= Work to be completed =
Though the entries contain pictures, the copy you make should hold only the rest, exactly as written.

= Data for the task =

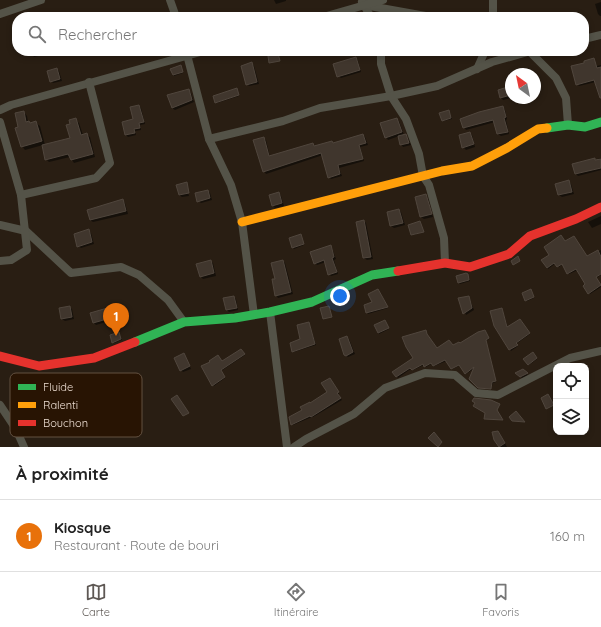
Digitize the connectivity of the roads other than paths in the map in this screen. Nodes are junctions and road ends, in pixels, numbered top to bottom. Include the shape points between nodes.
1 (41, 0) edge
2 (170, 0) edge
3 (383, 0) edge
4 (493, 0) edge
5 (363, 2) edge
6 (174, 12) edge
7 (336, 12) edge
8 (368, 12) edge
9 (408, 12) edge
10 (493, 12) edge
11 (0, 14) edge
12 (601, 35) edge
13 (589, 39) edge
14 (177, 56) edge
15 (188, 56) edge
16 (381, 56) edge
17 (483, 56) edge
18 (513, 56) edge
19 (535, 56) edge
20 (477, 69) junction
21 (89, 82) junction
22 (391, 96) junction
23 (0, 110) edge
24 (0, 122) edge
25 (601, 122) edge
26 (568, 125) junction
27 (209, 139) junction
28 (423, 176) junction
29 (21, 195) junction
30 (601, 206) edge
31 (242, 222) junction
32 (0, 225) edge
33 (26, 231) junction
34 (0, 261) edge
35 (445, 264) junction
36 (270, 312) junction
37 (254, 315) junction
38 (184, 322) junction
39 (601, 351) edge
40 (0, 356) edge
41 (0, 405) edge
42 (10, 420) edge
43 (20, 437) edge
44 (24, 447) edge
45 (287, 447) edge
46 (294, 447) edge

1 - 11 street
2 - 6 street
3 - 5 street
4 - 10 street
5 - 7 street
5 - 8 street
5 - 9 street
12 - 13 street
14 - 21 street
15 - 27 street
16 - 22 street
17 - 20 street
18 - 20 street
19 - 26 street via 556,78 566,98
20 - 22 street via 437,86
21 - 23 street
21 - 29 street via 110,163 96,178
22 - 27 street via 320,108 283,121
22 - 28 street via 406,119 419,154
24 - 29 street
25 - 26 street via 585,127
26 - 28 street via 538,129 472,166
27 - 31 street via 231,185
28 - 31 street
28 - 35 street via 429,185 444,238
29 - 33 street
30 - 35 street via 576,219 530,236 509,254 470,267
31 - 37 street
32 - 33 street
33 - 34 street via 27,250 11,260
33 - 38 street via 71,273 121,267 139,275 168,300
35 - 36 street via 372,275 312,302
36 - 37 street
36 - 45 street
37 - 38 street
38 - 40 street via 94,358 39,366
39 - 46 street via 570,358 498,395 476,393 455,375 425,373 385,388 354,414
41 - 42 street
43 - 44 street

= Your solution =
Digitize the connectivity of the roads other than paths in the map in this screen. Nodes are junctions and road ends, in pixels, numbered top to bottom. Include the shape points between nodes.
1 (41, 0) edge
2 (170, 0) edge
3 (383, 0) edge
4 (493, 0) edge
5 (363, 2) edge
6 (174, 12) edge
7 (336, 12) edge
8 (368, 12) edge
9 (408, 12) edge
10 (493, 12) edge
11 (0, 14) edge
12 (601, 35) edge
13 (589, 39) edge
14 (177, 56) edge
15 (188, 56) edge
16 (381, 56) edge
17 (483, 56) edge
18 (513, 56) edge
19 (535, 56) edge
20 (477, 69) junction
21 (89, 82) junction
22 (391, 96) junction
23 (0, 110) edge
24 (0, 122) edge
25 (601, 122) edge
26 (568, 125) junction
27 (209, 139) junction
28 (423, 176) junction
29 (21, 195) junction
30 (601, 206) edge
31 (242, 222) junction
32 (0, 225) edge
33 (26, 231) junction
34 (0, 261) edge
35 (445, 264) junction
36 (270, 312) junction
37 (254, 315) junction
38 (184, 322) junction
39 (601, 351) edge
40 (0, 356) edge
41 (0, 405) edge
42 (10, 420) edge
43 (20, 437) edge
44 (24, 447) edge
45 (287, 447) edge
46 (294, 447) edge

1 - 11 street
2 - 6 street
3 - 5 street
4 - 10 street
5 - 7 street
5 - 8 street
5 - 9 street
12 - 13 street
14 - 21 street
15 - 27 street
16 - 22 street
17 - 20 street
18 - 20 street
19 - 26 street via 556,78 566,98
20 - 22 street via 437,86
21 - 23 street
21 - 29 street via 110,163 96,178
22 - 27 street via 320,108 283,121
22 - 28 street via 406,119 419,154
24 - 29 street
25 - 26 street via 585,127
26 - 28 street via 538,129 472,166
27 - 31 street via 231,185
28 - 31 street
28 - 35 street via 429,185 444,238
29 - 33 street
30 - 35 street via 576,219 530,236 509,254 470,267
31 - 37 street
32 - 33 street
33 - 34 street via 27,250 11,260
33 - 38 street via 71,273 121,267 139,275 168,300
35 - 36 street via 372,275 312,302
36 - 37 street
36 - 45 street
37 - 38 street
38 - 40 street via 94,358 39,366
39 - 46 street via 570,358 498,395 476,393 455,375 425,373 385,388 354,414
41 - 42 street
43 - 44 street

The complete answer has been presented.